NLP Goals and Methods
Goals
NLP as a discipline is pragmatic; practitioners generally take interest in models only insofar as those models have useful applications. Any explanatory or predictive benefit is strictly secondary. NLP practitioners seek to discover how people do what they do, especially how experts and superior performers in a given area achieve their excellent results, finding out what is "the difference that makes the difference", and then modeling those behaviors to create transferable skill sets.
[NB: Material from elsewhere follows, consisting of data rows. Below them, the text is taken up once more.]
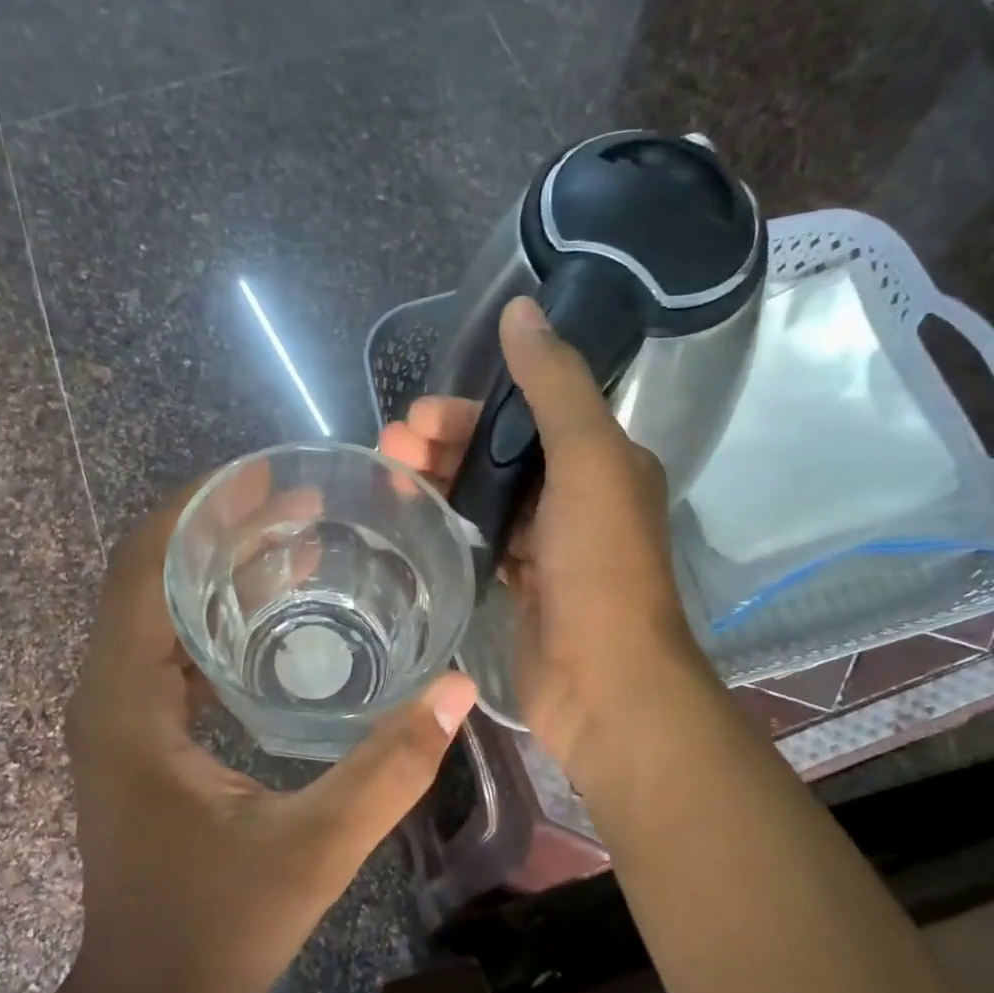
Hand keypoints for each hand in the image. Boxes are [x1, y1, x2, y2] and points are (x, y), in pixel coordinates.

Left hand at [63, 487, 475, 992]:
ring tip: (301, 542)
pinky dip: (218, 617)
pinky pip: (171, 650)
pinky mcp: (139, 739)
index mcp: (126, 702)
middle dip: (219, 529)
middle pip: (149, 576)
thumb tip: (458, 687)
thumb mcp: (314, 849)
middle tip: (304, 505)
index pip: (143, 567)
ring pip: (159, 611)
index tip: (268, 476)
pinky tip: (281, 618)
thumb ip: (390, 767)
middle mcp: (108, 694)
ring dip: (220, 570)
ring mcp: (119, 718)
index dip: (198, 508)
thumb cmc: (214, 933)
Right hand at [378, 296, 704, 774]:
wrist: (606, 683)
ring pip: (488, 500)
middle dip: (445, 446)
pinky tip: (413, 525)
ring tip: (387, 481)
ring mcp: (552, 549)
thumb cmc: (600, 570)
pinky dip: (451, 529)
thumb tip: (523, 309)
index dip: (470, 411)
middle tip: (388, 448)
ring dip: (442, 484)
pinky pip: (484, 543)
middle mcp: (581, 499)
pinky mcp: (526, 590)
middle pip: (502, 457)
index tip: (416, 418)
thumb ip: (556, 385)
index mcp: (604, 462)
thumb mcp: (588, 462)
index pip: (528, 415)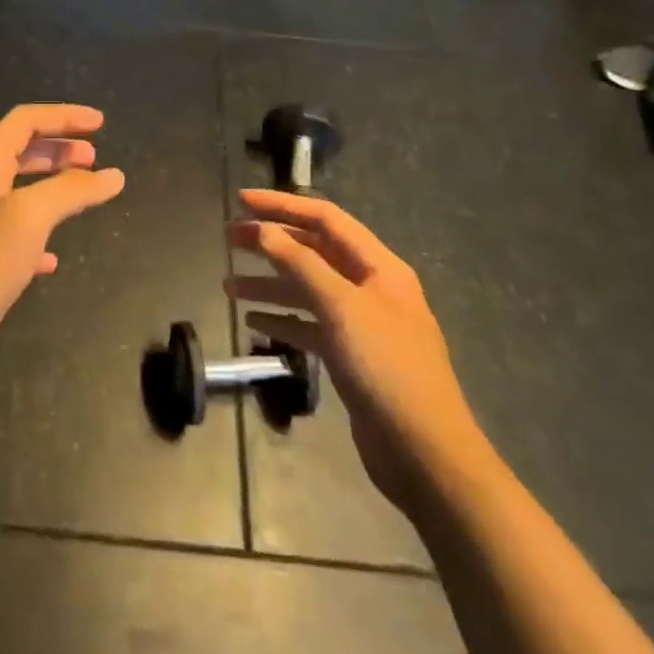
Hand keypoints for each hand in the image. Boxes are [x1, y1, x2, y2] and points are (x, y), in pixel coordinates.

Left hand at [0, 105, 124, 388]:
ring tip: (83, 195)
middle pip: (19, 154)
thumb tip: (114, 175)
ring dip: (53, 188)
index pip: (22, 123)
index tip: (100, 123)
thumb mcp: (29, 216)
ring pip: (20, 196)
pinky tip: (53, 258)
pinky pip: (16, 240)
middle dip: (58, 149)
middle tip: (94, 157)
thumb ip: (71, 191)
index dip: (61, 116)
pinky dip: (41, 237)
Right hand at [227, 191, 489, 516]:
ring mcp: (361, 323)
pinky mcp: (350, 356)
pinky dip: (282, 319)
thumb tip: (264, 229)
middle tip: (229, 238)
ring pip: (308, 290)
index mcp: (378, 266)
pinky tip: (252, 321)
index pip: (326, 219)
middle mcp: (370, 287)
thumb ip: (300, 264)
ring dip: (270, 283)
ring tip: (229, 285)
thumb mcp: (341, 307)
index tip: (241, 201)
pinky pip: (310, 325)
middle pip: (314, 252)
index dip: (282, 206)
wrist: (424, 452)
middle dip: (272, 242)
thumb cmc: (386, 368)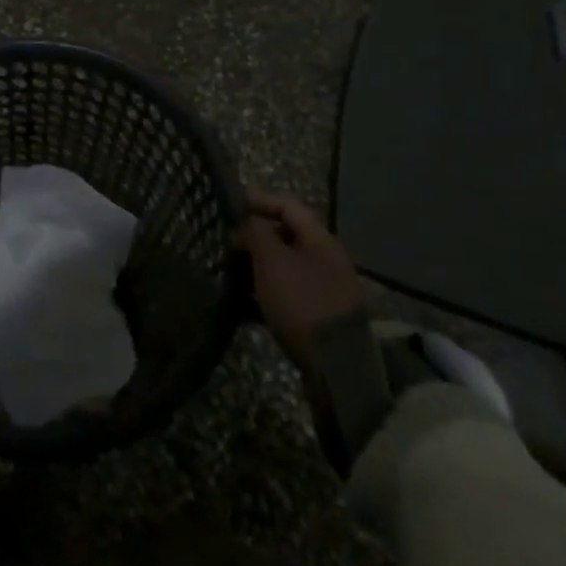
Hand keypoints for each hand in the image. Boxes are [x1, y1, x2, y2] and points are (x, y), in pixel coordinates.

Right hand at [237, 189, 366, 371]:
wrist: (338, 365)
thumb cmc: (301, 301)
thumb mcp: (271, 261)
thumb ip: (255, 233)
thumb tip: (245, 221)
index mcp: (318, 238)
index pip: (287, 205)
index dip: (258, 200)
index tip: (230, 206)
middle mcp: (325, 258)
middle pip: (285, 236)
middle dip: (254, 238)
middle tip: (227, 245)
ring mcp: (324, 289)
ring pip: (284, 267)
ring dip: (257, 268)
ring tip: (230, 275)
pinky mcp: (319, 317)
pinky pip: (287, 295)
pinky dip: (265, 295)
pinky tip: (243, 306)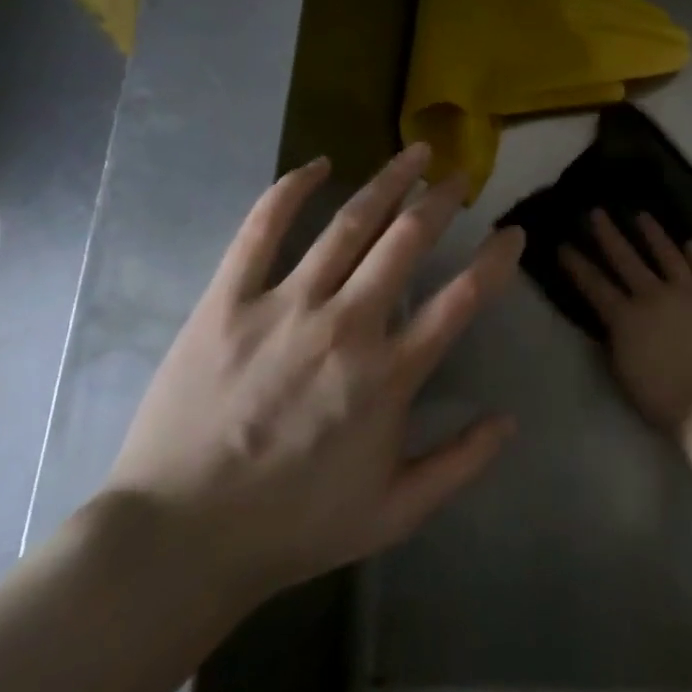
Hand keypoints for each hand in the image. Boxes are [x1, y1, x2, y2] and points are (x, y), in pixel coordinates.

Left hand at [100, 143, 523, 618]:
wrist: (178, 539)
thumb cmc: (295, 525)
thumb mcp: (395, 512)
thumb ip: (461, 463)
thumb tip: (510, 420)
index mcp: (389, 374)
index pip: (463, 299)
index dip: (496, 260)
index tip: (513, 233)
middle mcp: (346, 325)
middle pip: (407, 242)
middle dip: (443, 201)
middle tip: (463, 176)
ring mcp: (284, 307)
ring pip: (348, 225)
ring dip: (388, 181)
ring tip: (416, 152)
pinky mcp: (227, 302)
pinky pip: (261, 231)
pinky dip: (290, 191)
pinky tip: (317, 164)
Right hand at [559, 210, 691, 443]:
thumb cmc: (663, 398)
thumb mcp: (624, 372)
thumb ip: (616, 340)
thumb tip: (611, 320)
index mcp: (626, 318)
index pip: (594, 285)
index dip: (577, 265)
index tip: (564, 245)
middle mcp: (654, 295)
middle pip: (626, 259)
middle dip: (608, 234)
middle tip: (597, 212)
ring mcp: (688, 291)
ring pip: (667, 253)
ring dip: (653, 233)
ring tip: (642, 215)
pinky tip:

As a small example, consider the task of spelling English words. (Note that here we are referring to the simple task of recalling the spelling of words that one has seen in print before, rather than the more complex task of guessing how a word might be spelled based only on hearing it pronounced.) According to NLP developers, some people remember spellings phonetically, and some even remember them by physically writing the words out, whether on paper or in the air. It seemed to them that the spellers with the quickest and most accurate recall tend to remember the spelling of words visually, i.e. they literally see the printed word in their "mind's eye". According to this view, people may learn to excel in spelling by changing their approach to the task: instead of writing or sounding out words, they may learn better by learning to visualize words and regularly applying this technique to the task of spelling.
Methods
The field of NLP has over time gathered many mini-models and associated techniques that can be applied to various situations. The models and techniques range in purpose from information gathering and building rapport, to anchoring and triggering of internal states, to trance induction and changing beliefs. There are models of internal representations (visual, auditory, kinesthetic, etc.) and their submodalities and concomitant effects on emotions, beliefs, and behaviors. (Accordingly, one early book on NLP subtitled the field as "the study of the structure of subjective experience".) As fallout of the modeling process the field has also developed specific techniques that can be applied to applications ranging from psychotherapy, e.g. curing phobias, handling criticism and flattery, handling grief, stopping unwanted habits and behaviors, etc., to sales and persuasion techniques, to learning techniques, to curing some allergies, and many others.